Jean-Loup Phillipe who holds the lead in the film also wrote the screenplay together with Rollin, and that’s possibly why his character is so likable. If you’re going to play him you might as well make him likable. And he is likable, probably because the quest for love is one of the noblest quests you can set out on, and everybody wants our heroic underdog to find his love or at least set the record right while trying.

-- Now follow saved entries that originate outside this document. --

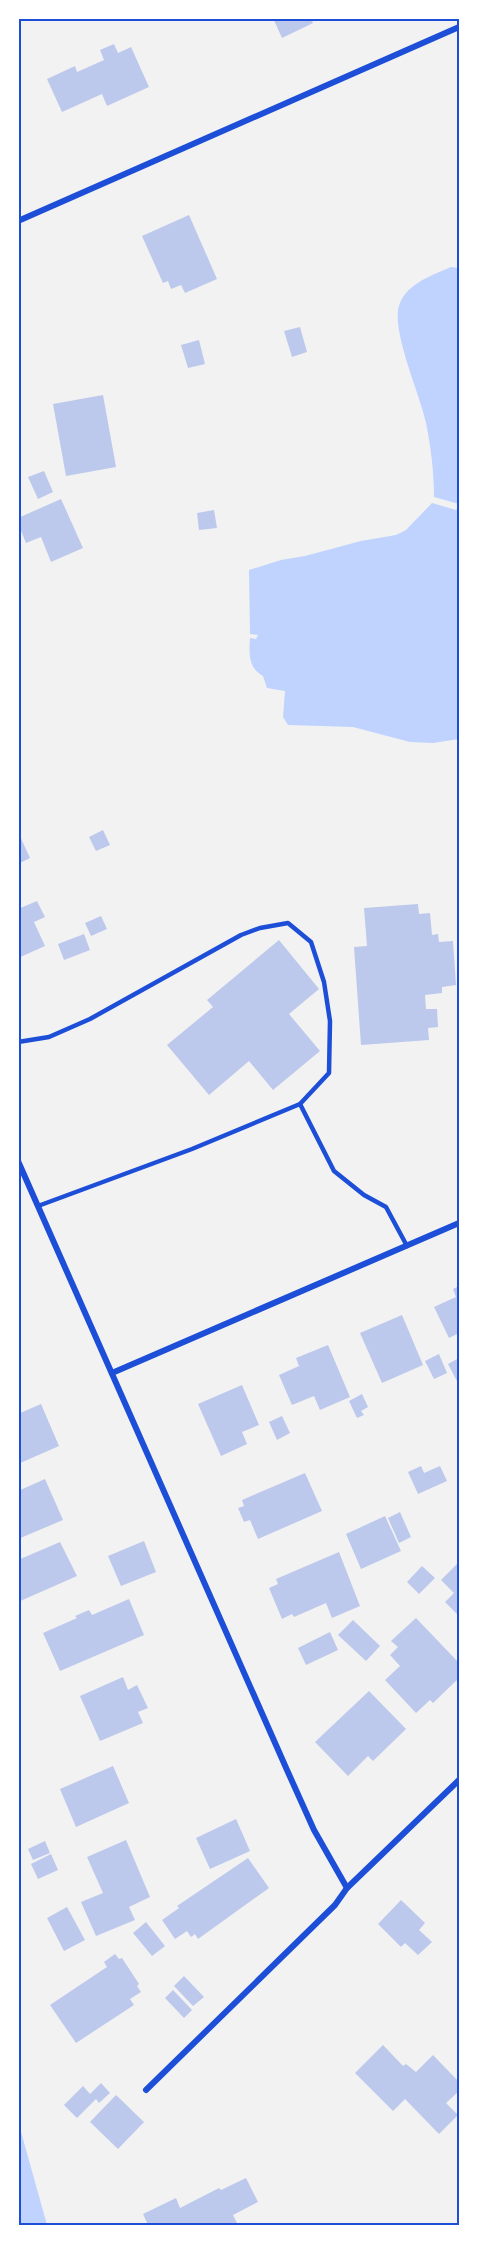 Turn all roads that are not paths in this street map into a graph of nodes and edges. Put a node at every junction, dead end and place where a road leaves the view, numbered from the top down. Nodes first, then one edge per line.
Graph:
1 (459, 27) edge
2 (18, 220) edge
3 (18, 1042) edge
4 (300, 1104) junction
5 (18, 1161) edge
6 (38, 1206) junction
7 (459, 1223) edge
8 (407, 1246) junction
9 (112, 1373) junction
10 (459, 1780) edge
11 (347, 1888) junction
12 (146, 2090) dead end

1 - 2 street
3 - 4 lane
4 - 6 lane
4 - 8 lane
5 - 6 street
6 - 9 street
7 - 8 street
8 - 9 street
9 - 11 street
10 - 11 street
11 - 12 street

It’s been years since I actually sat through a Rollin movie, not to many of them have made an eternal impression apart from a few, so finally picking up some of his films on DVD and revisiting them is possibly going to turn out to be a pleasant re-acquaintance with the good old Jean Rollin, because Lips of Blood impressed me in many more ways than it might have all those years ago when I started exploring the exploitation genres. Great stuff from a great golden age of European genre cinema.
Image:
Anamorphic Widescreen 1.85:1
Audio:
French Dolby Digital Stereo 2.0, Optional Swedish, Danish, Finnish and Norwegian Subtitles
Extras:
Trailers for Requiem for a Vampire, Shiver of the Vampires, The Living Dead Girl, Night of the Hunted, Demoniacs and a decent three minute slide show of images from the film.